*Excerpted data:*

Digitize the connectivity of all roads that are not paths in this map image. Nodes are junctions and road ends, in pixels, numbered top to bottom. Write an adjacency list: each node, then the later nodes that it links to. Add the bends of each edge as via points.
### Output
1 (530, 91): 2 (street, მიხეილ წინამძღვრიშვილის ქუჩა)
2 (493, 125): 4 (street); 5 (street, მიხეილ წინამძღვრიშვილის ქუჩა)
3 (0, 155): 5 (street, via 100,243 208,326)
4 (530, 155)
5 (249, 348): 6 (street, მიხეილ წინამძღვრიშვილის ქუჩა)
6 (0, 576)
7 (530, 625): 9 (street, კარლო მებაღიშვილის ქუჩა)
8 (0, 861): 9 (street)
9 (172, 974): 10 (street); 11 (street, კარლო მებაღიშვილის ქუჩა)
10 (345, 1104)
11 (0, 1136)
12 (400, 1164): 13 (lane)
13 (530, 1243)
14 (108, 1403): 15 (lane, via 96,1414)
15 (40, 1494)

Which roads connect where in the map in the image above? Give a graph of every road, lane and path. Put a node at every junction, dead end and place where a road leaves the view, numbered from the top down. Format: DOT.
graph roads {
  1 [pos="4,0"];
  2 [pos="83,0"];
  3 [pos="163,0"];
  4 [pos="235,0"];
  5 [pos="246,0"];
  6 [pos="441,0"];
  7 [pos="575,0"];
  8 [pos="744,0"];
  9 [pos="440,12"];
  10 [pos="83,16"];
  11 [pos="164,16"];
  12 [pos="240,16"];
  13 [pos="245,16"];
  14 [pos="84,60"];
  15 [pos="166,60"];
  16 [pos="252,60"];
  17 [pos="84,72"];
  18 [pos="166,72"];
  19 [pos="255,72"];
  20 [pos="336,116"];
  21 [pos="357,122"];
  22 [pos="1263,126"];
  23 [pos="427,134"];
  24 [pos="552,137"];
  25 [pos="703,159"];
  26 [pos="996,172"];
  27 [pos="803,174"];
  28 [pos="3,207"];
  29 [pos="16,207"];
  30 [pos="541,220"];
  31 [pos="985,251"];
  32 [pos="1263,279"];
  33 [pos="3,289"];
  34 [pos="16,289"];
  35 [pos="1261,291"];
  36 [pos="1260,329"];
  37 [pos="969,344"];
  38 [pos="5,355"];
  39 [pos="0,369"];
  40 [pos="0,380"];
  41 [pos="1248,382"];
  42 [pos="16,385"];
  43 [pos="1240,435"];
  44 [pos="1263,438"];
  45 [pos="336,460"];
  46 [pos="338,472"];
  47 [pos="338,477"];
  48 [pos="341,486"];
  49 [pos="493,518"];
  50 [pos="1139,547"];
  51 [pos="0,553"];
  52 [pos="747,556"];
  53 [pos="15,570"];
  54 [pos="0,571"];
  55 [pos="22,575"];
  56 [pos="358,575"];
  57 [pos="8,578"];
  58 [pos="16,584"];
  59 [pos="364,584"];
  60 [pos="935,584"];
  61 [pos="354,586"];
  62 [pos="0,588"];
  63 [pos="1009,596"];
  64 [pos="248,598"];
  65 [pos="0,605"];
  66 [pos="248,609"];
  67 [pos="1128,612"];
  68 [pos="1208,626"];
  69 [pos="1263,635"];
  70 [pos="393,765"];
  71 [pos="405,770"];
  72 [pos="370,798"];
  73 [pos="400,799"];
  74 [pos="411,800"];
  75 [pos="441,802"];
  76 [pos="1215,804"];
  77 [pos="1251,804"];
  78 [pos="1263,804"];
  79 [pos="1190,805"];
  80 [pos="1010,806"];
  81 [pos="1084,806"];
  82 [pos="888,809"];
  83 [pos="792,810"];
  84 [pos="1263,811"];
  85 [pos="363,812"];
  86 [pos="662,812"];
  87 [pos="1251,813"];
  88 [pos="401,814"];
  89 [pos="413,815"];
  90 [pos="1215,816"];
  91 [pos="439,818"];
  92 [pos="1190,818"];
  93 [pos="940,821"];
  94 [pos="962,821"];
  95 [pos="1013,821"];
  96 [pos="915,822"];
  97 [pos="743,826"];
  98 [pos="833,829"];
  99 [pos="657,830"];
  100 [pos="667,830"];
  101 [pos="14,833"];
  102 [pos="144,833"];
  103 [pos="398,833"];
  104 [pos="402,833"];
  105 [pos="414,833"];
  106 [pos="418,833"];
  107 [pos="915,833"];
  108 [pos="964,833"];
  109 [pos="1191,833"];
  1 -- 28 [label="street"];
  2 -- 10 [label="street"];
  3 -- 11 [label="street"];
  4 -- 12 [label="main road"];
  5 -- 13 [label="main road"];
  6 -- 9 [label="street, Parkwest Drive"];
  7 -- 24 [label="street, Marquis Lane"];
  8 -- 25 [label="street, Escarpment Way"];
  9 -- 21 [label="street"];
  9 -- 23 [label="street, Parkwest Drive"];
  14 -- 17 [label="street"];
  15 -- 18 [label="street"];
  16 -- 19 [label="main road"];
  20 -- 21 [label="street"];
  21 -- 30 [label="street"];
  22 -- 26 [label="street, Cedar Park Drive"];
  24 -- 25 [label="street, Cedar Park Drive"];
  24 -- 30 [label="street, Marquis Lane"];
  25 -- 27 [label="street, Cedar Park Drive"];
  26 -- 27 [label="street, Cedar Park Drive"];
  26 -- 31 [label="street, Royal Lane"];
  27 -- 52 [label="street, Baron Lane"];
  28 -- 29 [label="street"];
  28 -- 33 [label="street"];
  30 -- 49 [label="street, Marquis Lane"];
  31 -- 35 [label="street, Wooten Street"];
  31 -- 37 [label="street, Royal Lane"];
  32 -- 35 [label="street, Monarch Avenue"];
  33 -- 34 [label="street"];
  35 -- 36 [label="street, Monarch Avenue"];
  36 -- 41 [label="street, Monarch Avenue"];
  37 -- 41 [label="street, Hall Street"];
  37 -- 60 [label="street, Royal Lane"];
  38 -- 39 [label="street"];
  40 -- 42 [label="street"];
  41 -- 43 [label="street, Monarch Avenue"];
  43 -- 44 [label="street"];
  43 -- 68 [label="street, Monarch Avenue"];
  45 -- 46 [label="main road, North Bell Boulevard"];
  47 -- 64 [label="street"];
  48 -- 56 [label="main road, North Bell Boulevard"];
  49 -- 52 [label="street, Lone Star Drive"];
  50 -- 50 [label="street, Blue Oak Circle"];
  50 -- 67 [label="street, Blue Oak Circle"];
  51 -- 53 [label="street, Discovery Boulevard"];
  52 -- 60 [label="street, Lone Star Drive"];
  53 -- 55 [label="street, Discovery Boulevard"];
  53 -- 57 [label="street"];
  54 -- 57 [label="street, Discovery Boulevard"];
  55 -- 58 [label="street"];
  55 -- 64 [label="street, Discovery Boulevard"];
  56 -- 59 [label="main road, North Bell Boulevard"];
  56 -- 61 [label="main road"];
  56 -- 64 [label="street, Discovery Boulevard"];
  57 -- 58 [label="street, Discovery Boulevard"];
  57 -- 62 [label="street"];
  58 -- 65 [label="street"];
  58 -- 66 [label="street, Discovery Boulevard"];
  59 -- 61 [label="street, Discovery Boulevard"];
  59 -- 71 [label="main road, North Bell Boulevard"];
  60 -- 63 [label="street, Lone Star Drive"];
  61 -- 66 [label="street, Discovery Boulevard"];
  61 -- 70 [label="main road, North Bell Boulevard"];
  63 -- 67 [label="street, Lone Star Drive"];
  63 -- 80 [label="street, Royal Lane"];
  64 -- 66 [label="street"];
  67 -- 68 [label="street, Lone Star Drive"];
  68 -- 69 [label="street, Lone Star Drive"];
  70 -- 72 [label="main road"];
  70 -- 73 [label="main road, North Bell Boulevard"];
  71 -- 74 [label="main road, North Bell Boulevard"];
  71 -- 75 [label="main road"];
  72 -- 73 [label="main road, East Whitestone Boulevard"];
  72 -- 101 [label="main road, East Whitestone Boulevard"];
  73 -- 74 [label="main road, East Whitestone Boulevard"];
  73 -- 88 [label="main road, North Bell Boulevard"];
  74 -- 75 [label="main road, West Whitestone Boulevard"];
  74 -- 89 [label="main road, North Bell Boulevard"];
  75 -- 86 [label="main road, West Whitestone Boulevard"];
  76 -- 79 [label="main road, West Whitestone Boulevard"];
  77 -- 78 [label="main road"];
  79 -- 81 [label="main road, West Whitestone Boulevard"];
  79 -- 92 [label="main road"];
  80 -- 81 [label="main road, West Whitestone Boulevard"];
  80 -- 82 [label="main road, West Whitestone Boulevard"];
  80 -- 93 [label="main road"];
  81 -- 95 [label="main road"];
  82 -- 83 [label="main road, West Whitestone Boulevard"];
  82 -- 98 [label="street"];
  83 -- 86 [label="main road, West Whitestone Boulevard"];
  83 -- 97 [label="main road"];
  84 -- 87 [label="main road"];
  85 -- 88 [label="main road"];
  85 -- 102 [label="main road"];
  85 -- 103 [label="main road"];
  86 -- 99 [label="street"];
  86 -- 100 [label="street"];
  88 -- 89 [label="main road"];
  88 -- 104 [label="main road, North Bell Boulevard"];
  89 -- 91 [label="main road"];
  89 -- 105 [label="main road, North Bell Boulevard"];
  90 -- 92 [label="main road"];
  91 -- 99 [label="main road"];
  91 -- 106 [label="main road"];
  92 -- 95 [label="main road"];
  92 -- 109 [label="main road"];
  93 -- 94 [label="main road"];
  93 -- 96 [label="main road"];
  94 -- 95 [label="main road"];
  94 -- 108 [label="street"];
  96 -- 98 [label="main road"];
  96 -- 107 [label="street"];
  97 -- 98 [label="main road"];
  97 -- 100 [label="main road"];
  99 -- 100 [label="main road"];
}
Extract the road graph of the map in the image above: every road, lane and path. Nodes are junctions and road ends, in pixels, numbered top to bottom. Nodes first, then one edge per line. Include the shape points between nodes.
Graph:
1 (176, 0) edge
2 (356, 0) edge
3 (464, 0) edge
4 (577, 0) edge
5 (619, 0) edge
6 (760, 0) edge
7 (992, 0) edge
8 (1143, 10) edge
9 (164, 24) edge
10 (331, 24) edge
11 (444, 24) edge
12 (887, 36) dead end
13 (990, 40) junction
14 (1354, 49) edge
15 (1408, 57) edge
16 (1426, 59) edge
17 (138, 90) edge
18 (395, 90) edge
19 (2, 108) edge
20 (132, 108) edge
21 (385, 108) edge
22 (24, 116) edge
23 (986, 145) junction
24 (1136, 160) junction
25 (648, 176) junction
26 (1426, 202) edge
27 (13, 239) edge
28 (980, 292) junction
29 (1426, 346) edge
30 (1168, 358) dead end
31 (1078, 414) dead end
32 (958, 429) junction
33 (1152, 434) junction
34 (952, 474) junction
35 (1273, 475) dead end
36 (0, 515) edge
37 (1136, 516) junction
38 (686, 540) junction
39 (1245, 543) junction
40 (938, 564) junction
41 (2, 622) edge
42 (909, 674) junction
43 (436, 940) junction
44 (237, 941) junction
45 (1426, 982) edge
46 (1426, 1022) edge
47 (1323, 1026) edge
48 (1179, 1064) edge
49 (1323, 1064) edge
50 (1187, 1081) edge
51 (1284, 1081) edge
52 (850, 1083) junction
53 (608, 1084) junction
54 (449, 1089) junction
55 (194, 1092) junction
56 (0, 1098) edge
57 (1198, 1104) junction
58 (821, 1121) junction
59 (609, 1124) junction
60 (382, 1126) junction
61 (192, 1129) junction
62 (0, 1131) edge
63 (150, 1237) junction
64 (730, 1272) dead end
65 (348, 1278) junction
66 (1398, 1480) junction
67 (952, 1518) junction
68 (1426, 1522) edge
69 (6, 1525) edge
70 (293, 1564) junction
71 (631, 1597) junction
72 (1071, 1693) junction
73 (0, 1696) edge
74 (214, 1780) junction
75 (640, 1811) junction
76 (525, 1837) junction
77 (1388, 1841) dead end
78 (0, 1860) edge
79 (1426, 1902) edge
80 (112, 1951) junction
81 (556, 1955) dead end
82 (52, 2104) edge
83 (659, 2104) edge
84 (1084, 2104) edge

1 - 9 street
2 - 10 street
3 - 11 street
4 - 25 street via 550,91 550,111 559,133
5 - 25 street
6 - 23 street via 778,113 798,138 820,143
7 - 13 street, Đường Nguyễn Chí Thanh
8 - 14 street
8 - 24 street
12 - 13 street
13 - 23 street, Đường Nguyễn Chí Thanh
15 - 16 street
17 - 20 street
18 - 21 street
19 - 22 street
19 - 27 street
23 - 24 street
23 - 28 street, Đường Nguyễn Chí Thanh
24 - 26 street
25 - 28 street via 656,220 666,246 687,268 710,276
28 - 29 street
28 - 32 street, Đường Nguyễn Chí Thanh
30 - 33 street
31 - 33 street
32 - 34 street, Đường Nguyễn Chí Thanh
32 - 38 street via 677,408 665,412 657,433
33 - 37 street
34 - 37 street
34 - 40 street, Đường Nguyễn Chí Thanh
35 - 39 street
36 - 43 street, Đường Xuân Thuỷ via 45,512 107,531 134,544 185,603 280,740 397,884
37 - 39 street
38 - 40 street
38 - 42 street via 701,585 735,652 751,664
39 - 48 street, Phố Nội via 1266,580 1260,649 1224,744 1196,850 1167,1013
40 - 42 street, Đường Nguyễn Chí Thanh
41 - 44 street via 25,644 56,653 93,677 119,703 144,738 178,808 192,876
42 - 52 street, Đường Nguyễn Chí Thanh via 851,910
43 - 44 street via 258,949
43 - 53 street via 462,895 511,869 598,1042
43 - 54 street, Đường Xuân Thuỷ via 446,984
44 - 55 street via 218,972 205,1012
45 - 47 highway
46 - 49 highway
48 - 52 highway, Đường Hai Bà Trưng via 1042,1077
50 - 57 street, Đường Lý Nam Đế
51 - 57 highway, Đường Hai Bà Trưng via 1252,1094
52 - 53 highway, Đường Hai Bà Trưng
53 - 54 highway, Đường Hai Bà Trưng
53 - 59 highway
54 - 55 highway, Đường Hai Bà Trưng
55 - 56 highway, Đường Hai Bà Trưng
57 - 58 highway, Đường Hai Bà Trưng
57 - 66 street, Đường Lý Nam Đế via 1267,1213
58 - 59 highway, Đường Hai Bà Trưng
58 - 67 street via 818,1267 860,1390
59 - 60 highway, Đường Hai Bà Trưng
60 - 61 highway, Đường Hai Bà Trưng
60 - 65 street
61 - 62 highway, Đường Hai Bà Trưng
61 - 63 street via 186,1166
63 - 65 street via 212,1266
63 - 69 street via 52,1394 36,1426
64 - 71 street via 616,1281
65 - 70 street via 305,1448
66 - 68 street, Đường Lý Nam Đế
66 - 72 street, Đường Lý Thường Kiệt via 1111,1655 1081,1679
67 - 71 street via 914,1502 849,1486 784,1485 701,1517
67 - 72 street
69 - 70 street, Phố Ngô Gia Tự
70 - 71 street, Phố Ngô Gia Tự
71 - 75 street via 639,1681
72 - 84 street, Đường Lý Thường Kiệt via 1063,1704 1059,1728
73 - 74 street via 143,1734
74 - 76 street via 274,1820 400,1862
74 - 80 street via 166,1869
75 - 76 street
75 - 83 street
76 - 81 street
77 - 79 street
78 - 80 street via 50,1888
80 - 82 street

*Instructions for the task:* What lines of the material above hold the string "მიხეილ"? Please copy them.

*Exercise response:*
1 (530, 91): 2 (street, მიხეილ წინამძღვრიშვილის ქუჩა)
2 (493, 125): 4 (street); 5 (street, მიხეილ წინამძღვრიშვილის ქუჩა)
5 (249, 348): 6 (street, მიხეილ წინამძღვრიშვილის ქუჩა)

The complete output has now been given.